### HOW TO COMPLETE THIS TASK:
Which lines of the records below contain the word "Marconi"? Show each one.

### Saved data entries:
━━━━━━━━━━━━━━━━━━━━━━━━━━━━━━
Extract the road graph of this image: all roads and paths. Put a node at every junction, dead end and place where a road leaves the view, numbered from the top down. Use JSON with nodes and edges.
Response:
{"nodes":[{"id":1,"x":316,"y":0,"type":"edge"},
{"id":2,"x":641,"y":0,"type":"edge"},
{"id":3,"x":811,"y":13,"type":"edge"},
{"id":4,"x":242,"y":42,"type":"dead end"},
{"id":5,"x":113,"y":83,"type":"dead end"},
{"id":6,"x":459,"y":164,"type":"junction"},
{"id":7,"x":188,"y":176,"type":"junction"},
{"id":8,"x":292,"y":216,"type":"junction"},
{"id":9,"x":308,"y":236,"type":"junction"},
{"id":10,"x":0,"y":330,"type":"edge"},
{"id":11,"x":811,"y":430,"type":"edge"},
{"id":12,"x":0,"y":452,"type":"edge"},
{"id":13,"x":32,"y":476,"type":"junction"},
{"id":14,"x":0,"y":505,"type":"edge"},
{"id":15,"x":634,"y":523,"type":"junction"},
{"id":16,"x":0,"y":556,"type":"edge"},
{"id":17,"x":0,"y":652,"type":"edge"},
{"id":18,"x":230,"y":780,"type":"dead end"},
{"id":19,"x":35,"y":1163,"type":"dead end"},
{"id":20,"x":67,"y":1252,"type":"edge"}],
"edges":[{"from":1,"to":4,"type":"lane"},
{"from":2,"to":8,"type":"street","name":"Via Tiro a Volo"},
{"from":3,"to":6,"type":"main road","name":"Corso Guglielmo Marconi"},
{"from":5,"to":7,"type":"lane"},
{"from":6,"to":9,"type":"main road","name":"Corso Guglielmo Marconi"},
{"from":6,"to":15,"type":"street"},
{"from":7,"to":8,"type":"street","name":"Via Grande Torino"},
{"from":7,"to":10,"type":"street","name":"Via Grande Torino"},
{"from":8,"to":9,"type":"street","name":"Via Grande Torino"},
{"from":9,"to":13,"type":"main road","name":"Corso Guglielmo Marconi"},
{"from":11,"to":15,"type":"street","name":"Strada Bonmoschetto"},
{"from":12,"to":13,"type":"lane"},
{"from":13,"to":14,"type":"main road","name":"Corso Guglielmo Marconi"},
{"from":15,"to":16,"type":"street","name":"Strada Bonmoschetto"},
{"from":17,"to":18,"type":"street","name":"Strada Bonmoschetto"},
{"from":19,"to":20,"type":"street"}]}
━━━━━━━━━━━━━━━━━━━━━━━━━━━━━━
### WRITTEN ANSWER:
{"from":3,"to":6,"type":"main road","name":"Corso Guglielmo Marconi"},
{"from":6,"to":9,"type":"main road","name":"Corso Guglielmo Marconi"},
{"from":9,"to":13,"type":"main road","name":"Corso Guglielmo Marconi"},
{"from":13,"to":14,"type":"main road","name":"Corso Guglielmo Marconi"},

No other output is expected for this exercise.